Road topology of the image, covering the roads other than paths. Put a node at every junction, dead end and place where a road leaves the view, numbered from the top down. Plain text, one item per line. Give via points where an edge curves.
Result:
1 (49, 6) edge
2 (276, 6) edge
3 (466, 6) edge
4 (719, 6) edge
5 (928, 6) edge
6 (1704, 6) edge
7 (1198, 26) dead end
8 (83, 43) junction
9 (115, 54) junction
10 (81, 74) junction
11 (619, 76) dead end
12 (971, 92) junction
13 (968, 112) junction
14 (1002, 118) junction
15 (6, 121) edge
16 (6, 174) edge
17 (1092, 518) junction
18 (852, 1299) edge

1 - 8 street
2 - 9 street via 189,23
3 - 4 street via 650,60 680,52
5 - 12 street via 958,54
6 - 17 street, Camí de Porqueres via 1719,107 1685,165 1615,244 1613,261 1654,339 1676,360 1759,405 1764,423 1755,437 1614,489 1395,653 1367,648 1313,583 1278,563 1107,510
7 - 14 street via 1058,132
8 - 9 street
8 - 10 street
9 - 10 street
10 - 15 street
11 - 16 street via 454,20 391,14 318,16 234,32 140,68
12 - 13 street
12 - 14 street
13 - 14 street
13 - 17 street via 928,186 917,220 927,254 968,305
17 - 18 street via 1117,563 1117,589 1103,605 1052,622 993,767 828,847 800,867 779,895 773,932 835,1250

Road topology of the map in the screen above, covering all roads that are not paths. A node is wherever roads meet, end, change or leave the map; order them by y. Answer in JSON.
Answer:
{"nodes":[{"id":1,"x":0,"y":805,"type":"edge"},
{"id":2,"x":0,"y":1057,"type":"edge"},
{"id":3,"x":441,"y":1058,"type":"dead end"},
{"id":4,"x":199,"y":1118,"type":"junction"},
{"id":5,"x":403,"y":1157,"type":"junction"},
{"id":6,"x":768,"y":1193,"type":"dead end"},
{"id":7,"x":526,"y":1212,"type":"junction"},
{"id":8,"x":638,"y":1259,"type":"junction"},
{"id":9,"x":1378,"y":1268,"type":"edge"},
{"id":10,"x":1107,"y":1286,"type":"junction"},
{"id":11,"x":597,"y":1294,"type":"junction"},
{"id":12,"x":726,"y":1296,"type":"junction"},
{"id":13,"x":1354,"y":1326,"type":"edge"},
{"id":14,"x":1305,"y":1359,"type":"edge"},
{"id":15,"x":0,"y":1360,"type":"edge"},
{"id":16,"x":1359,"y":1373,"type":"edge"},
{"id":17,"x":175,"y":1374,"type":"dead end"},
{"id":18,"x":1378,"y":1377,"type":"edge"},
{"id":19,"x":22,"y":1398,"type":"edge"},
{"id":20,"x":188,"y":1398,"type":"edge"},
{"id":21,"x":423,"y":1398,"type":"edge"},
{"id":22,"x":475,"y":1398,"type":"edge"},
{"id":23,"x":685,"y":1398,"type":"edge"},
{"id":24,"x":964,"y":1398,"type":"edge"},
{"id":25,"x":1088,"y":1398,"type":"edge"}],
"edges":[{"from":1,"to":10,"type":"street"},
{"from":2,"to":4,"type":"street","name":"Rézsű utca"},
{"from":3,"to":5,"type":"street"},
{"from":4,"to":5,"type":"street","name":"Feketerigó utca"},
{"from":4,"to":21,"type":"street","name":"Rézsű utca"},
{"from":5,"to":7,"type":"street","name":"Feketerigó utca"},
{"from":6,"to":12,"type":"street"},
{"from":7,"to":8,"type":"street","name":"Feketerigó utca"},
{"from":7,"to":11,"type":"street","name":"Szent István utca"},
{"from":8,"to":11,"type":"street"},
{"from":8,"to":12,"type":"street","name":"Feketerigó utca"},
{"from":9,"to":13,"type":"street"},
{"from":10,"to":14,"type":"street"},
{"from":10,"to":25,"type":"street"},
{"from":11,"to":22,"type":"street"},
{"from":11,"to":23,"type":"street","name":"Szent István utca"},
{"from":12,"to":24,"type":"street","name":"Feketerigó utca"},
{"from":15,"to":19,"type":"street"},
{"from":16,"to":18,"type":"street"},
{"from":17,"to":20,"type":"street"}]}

_Problem:_ Repeat every record, keeping each line exactly as it is.

_Written answer:_
Road topology of the image, covering the roads other than paths. Put a node at every junction, dead end and place where a road leaves the view, numbered from the top down. Plain text, one item per line. Give via points where an edge curves.
Result:
1 (49, 6) edge
2 (276, 6) edge
3 (466, 6) edge
4 (719, 6) edge
5 (928, 6) edge
6 (1704, 6) edge
7 (1198, 26) dead end
8 (83, 43) junction
9 (115, 54) junction
10 (81, 74) junction
11 (619, 76) dead end
12 (971, 92) junction
13 (968, 112) junction
14 (1002, 118) junction
15 (6, 121) edge
16 (6, 174) edge
17 (1092, 518) junction
18 (852, 1299) edge

1 - 8 street
2 - 9 street via 189,23
3 - 4 street via 650,60 680,52
5 - 12 street via 958,54
6 - 17 street, Camí de Porqueres via 1719,107 1685,165 1615,244 1613,261 1654,339 1676,360 1759,405 1764,423 1755,437 1614,489 1395,653 1367,648 1313,583 1278,563 1107,510
7 - 14 street via 1058,132
8 - 9 street
8 - 10 street
9 - 10 street
10 - 15 street
11 - 16 street via 454,20 391,14 318,16 234,32 140,68
12 - 13 street
12 - 14 street
13 - 14 street
13 - 17 street via 928,186 917,220 927,254 968,305
17 - 18 street via 1117,563 1117,589 1103,605 1052,622 993,767 828,847 800,867 779,895 773,932 835,1250

Road topology of the map in the screen above, covering all roads that are not paths. A node is wherever roads meet, end, change or leave the map; order them by y. Answer in JSON.
Answer:
{"nodes":[{"id":1,"x":0,"y":805,"type":"edge"},
{"id":2,"x":0,"y":1057,"type":"edge"},
{"id":3,"x":441,"y":1058,"type":"dead end"},
{"id":4,"x":199,"y":1118,"type":"junction"},
{"id":5,"x":403,"y":1157,"type":"junction"},
{"id":6,"x":768,"y":1193,"type":"dead end"},
{"id":7,"x":526,"y":1212,"type":"junction"},
{"id":8,"x":638,"y":1259,"type":"junction"},
{"id":9,"x":1378,"y":1268,"type":"edge"},
{"id":10,"x":1107,"y":1286,"type":"junction"},
{"id":11,"x":597,"y":1294,"type":"junction"},
{"id":12,"x":726,"y":1296,"type":"junction"},
{"id":13,"x":1354,"y":1326,"type":"edge"},
{"id":14,"x":1305,"y":1359,"type":"edge"},
{"id":15,"x":0,"y":1360,"type":"edge"},
{"id":16,"x":1359,"y":1373,"type":"edge"},
{"id":17,"x":175,"y":1374,"type":"dead end"},
{"id":18,"x":1378,"y":1377,"type":"edge"},
{"id":19,"x":22,"y":1398,"type":"edge"},
{"id":20,"x":188,"y":1398,"type":"edge"},
{"id":21,"x":423,"y":1398,"type":"edge"},
{"id":22,"x":475,"y":1398,"type":"edge"},
{"id":23,"x":685,"y":1398,"type":"edge"},
{"id":24,"x":964,"y":1398,"type":"edge"},
{"id":25,"x":1088,"y":1398,"type":"edge"}],
"edges":[{"from":1,"to":10,"type":"street"},
{"from":2,"to":4,"type":"street","name":"Rézsű utca"},
{"from":3,"to":5,"type":"street"},
{"from":4,"to":5,"type":"street","name":"Feketerigó utca"},
{"from":4,"to":21,"type":"street","name":"Rézsű utca"},
{"from":5,"to":7,"type":"street","name":"Feketerigó utca"},
{"from":6,"to":12,"type":"street"},
{"from":7,"to":8,"type":"street","name":"Feketerigó utca"},
{"from":7,"to":11,"type":"street","name":"Szent István utca"},
{"from":8,"to":11,"type":"street"},
{"from":8,"to":12,"type":"street","name":"Feketerigó utca"},
{"from":9,"to":13,"type":"street"},
{"from":10,"to":14,"type":"street"},
{"from":10,"to":25,"type":"street"},
{"from":11,"to":22,"type":"street"},
{"from":11,"to":23,"type":"street","name":"Szent István utca"},
{"from":12,"to":24,"type":"street","name":"Feketerigó utca"},
{"from":15,"to":19,"type":"street"},
{"from":16,"to":18,"type":"street"},
{"from":17,"to":20,"type":"street"}]}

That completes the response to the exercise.